**** SOURCE INFORMATION ****

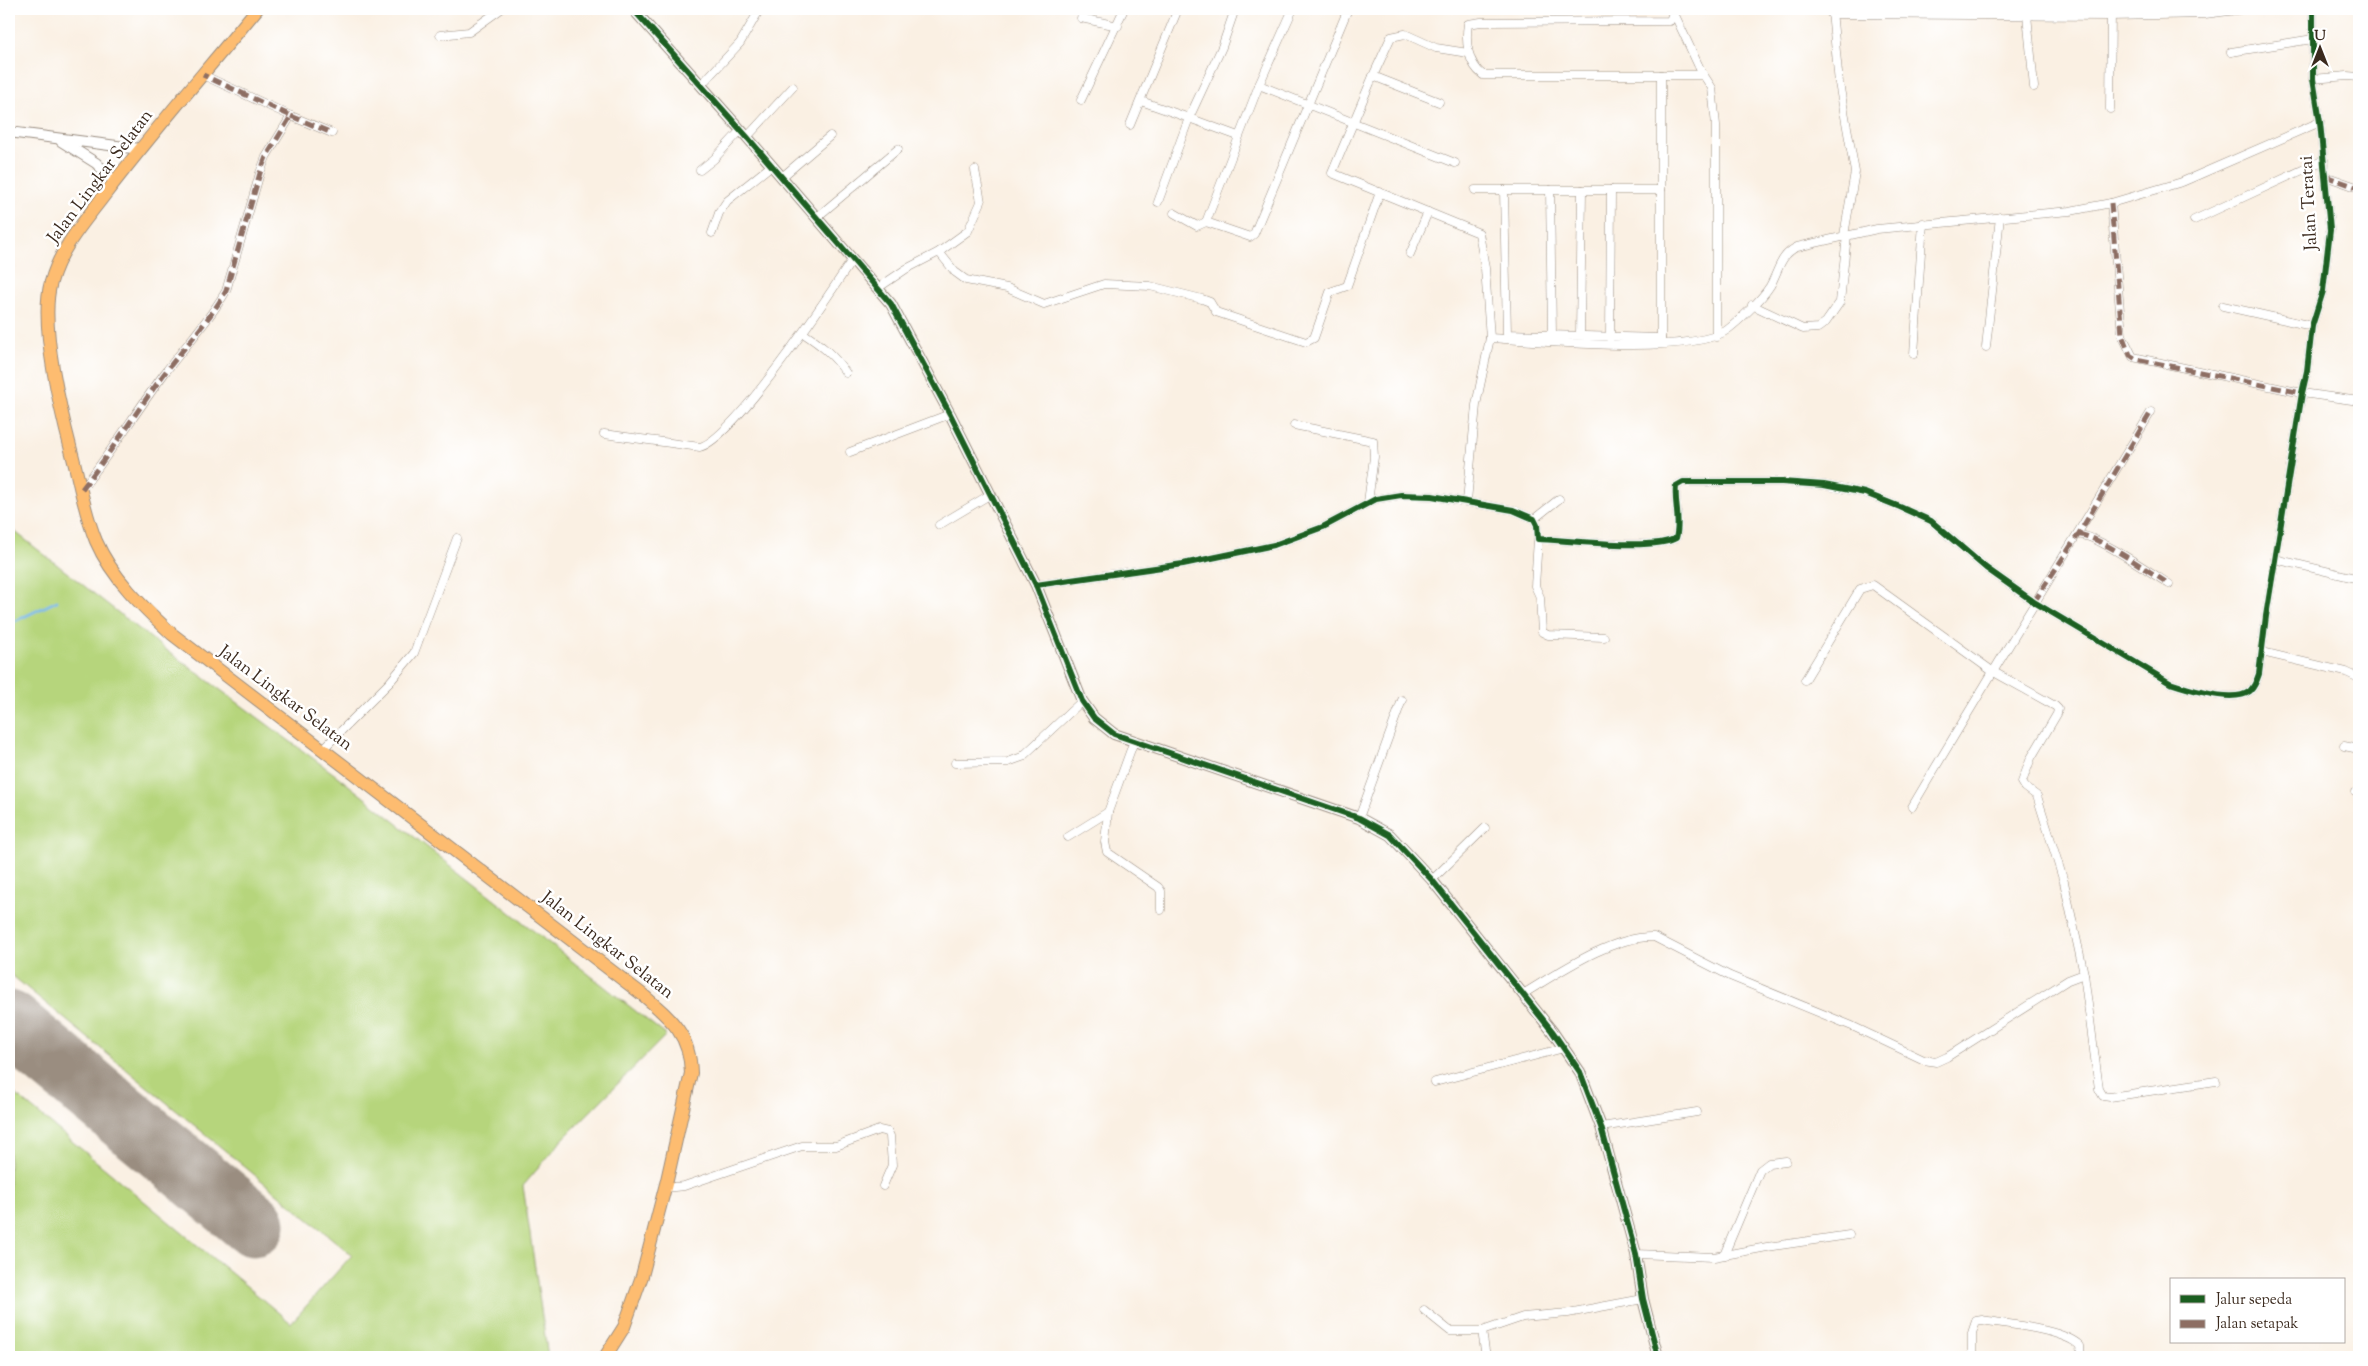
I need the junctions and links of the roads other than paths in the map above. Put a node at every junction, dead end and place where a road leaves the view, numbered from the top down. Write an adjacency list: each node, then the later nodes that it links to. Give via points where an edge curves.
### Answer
1 (257, 9): 23 (highway, Jalan Lingkar Selatan)
2 (501, 9): 19 (street, via 470,32)
3 (633, 9): 29 (street)
4 (760, 9): 29 (street, via 740,43)
5 (1124, 9): 18 (street)
6 (1178, 9): 34 (street)
7 (1235, 9): 39 (street, via 1222,47)
8 (1294, 9): 30 (street)
9 (1348, 9): 36 (street)
10 (2245, 9): 15 (street, via 2205,14)
11 (2313, 9): 20 (street, Jalan Teratai)
12 (1673, 11): 22 (street, via 1670,21 1468,24); 25 (street)
13 (1831, 11): 14 (street); 77 (street, via 1839,83 1856,172)
14 (2016, 12): 16 (street)
15 (2110, 12): 16 (street); 37 (street)
16 (2027, 15): 32 (street)
17 (1081, 18): 18 (street)
18 (1118, 26): 33 (street)
19 (440, 35)
20 (2313, 39): 21 (street); 28 (street, Jalan Teratai)
21 (2231, 52)
22 (1468, 53): 24 (street, via 1476,70 1483,75); 26 (street, via 1436,48 1405,34 1391,37)
23 (203, 75): 38 (street); 50 (highway, Jalan Lingkar Selatan)
24 (1661, 75): 25 (street); 65 (street)
25 (1703, 75): 88 (street, via 1712,88 1716,125)
26 (1373, 76): 35 (street); 41 (street)
27 (2359, 78): 28 (street)
28 (2313, 79): 40 (street, Jalan Teratai)
29 (701, 85): 45 (street)
30 (1258, 85): 36 (street); 47 (street)
31 (793, 87): 45 (street)
32 (2034, 87)
33 (1080, 100)
34 (1141, 101): 39 (street); 42 (street)
35 (1439, 102)
36 (1307, 104): 41 (street); 74 (street, via 1254,234 1241,235)
37 (2110, 109)
38 (292, 116): 44 (street); 102 (street, via 266,157 226,291 218,306 165,373)
39 (1189, 118): 47 (street); 67 (street)
40 (2320, 122): 51 (street, Jalan Teratai); 68 (street, via 2182,182)
41 (1353, 124): 52 (street); 66 (street, via 1332,174)
42 (1130, 125)
43 (9, 132): 48 (street)
44 (332, 133)
45 (744, 134): 53 (street); 54 (street)
46 (830, 136): 57 (street)
47 (1238, 136): 74 (street)
48 (55, 138): 50 (street); 58 (street, via 96,163)
49 (898, 149): 72 (street)
50 (140, 150): 58 (highway, Jalan Lingkar Selatan)
51 (2324, 160): 56 (street, Jalan Teratai); 73 (street)
52 (1455, 163)
53 (772, 165): 57 (street); 76 (street, via 728,201)
54 (700, 170)
55 (975, 170): 78 (street, via 981,202 968,231)
56 (2325, 176): 59 (street); 84 (street, Jalan Teratai, via 2330,230 2328,257 2323,290)
57 (782, 177): 72 (street)
58 (114, 182): 102 (highway, Jalan Lingkar Selatan, via 66,246 48,295 52,364)
59 (2359, 188)
60 (1475, 190): 61 (street)
61 (1504, 190): 62 (street); 86 (street, via 1507,334)
62 (1550, 190): 63 (street); 86 (street)
63 (1582, 190): 64 (street); 87 (street)
64 (1611, 190): 65 (street); 90 (street)
65 (1661, 190): 91 (street)
66 (1380, 192): 69 (street); 78 (street, via 1346,286 1330,292 1314,338 1306,342 1216,312 1210,302 1202,299 1150,286 1104,284 1050,303 1039,303 1007,288 966,280)
67 (1158, 202)
68 (2111, 203): 71 (street, via 2070,211); 95 (street, via 2122,335 2133,357)
69 (1428, 212): 79 (street); 89 (street, via 1479,233)
70 (1174, 213): 74 (street, via 1197,226)
71 (2000, 217): 75 (street); 92 (street)
72 (816, 218): 80 (street)
73 (2194, 220)
74 (1206, 222)
75 (1924, 223): 77 (street); 93 (street)
76 (712, 233)
77 (1846, 235): 82 (street, via 1789,251 1782,258 1769,287); 82 (street, via 1840,302 1818,328 1803,329)
78 (939, 252): 81 (street)
79 (1410, 254)
80 (852, 260): 81 (street); 85 (street)
81 (878, 288): 98 (street, via 891,304)
82 (1752, 305): 88 (street)
83 (2223, 306): 84 (street)
84 (2312, 326): 95 (street, Jalan Teratai)
85 (803, 333): 94 (street, via 825,347); 100 (street, via 759,390 707,445 700,447)
86 (1552, 335): 87 (street)
87 (1580, 336): 90 (street)
88 (1716, 337): 91 (street, via 1701,341)
89 (1490, 338): 91 (street, via 1591,344); 105 (street, via 1476,405)
90 (1610, 338): 91 (street)
91 (1661, 341)
92 (1986, 347)
93 (1914, 354)
94 (846, 373)
95 (2302, 393): 96 (street); 112 (street, Jalan Teratai)
96 (2359, 401)
97 (2151, 412): 109 (street)
98 (950, 414): 101 (street); 103 (street)
99 (1294, 425): 106 (street, via 1373,441)
100 (604, 434)
101 (850, 452)
102 (82, 489): 127 (highway, Jalan Lingkar Selatan, via 97,542 135,599 172,634)
103 (991, 494): 108 (street); 115 (street)
104 (1559, 498): 107 (street)
105 (1467, 501): 106 (street, via 1401,495); 107 (street, via 1512,510)
106 (1368, 502): 115 (street, via 1323,527 1274,545 1183,564)
107 (1534, 519): 111 (street)
108 (938, 525)
109 (2078, 535): 114 (street, via 2086,534); 116 (street)
110 (457, 538): 127 (street, via 414,653)
111 (1538, 539): 116 (street, Jalan Teratai, via 1669,542 1676,538 1678,530 1675,495 1676,486 1683,482 1824,485 1865,493 1931,522 1986,568); 117 (street, via 1536,586 1540,597 1542,632 1548,635)
112 (2275, 560): 113 (street); 118 (street, Jalan Teratai)
113 (2359, 578)
114 (2169, 584)
115 (1036, 585): 123 (street)
116 (2034, 602): 118 (street, Jalan Teratai, via 2170,683 2189,690 2237,696 2249,692 2256,683); 119 (street)
117 (1604, 637)
118 (2262, 652): 120 (street)
119 (1992, 671): 121 (street, via 1878,588 1868,585 1860,589); 129 (street); 136 (street, via 2058,709 2031,758 2022,782 2037,796 2064,882)
120 (2359, 678)
121 (1804, 680)
122 (1402, 700): 131 (street)
123 (1082, 701): 124 (street, via 1103,727); 128 (street, via 1022,758 1008,762)
124 (1134, 741): 130 (street); 131 (street)
125 (2344, 746): 126 (street)
126 (2359, 748)
127 (323, 749): 145 (highway, Jalan Lingkar Selatan, via 669,1016 684,1038 690,1054 691,1073)
128 (955, 763)
129 (1912, 807)
130 (1108, 812): 133 (street); 135 (street, via 1104,842 1107,852 1158,887)
131 (1359, 818): 134 (street, via 1390,835)
132 (1485, 828): 134 (street)
133 (1068, 837)
134 (1432, 880): 137 (street)
135 (1161, 910)
136 (2084, 974): 137 (street, via 2068,980 1936,1062 1924,1060 1852,1026 1730,976 1654,937 1641,936 1578,961); 139 (street, via 2099,1088 2103,1096)
137 (1523, 994): 138 (street)
138 (1564, 1048): 140 (street); 142 (street, via 1580,1072)
139 (2216, 1080)
140 (1435, 1082)
141 (1698, 1112): 142 (street)
142 (1601, 1127): 147 (street)
143 (1786, 1161): 148 (street, via 1769,1162 1760,1170)
144 (883, 1186): 145 (street, via 892,1165 890,1136 884,1130 841,1145 802,1146 692,1183)
145 (665, 1188): 152 (highway, Jalan Lingkar Selatan, via 642,1276 624,1327)
146 (1849, 1235): 148 (street)
147 (1636, 1254): 148 (street, via 1707,1258); 149 (street)
148 (1724, 1255)
149 (1643, 1298): 151 (street, via 1568,1313 1523,1317); 154 (street)
150 (1424, 1310): 151 (street, via 1450,1331)
151 (1482, 1331): 153 (street)
152 (605, 1357)
153 (1486, 1357)
154 (1658, 1357)
155 (1972, 1357): 156 (street, via 1973,1326 1982,1320 2038,1328 2074,1341 2080,1346)
156 (2081, 1357)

****

- _AIM OF THE EXERCISE_
All lines in the records with the string "Teratai" should be copied out.

- _EXERCISE RESULT_
11 (2313, 9): 20 (street, Jalan Teratai)
20 (2313, 39): 21 (street); 28 (street, Jalan Teratai)
28 (2313, 79): 40 (street, Jalan Teratai)
40 (2320, 122): 51 (street, Jalan Teratai); 68 (street, via 2182,182)
51 (2324, 160): 56 (street, Jalan Teratai); 73 (street)
56 (2325, 176): 59 (street); 84 (street, Jalan Teratai, via 2330,230 2328,257 2323,290)
84 (2312, 326): 95 (street, Jalan Teratai)
95 (2302, 393): 96 (street); 112 (street, Jalan Teratai)
111 (1538, 539): 116 (street, Jalan Teratai, via 1669,542 1676,538 1678,530 1675,495 1676,486 1683,482 1824,485 1865,493 1931,522 1986,568); 117 (street, via 1536,586 1540,597 1542,632 1548,635)
112 (2275, 560): 113 (street); 118 (street, Jalan Teratai)
116 (2034, 602): 118 (street, Jalan Teratai, via 2170,683 2189,690 2237,696 2249,692 2256,683); 119 (street)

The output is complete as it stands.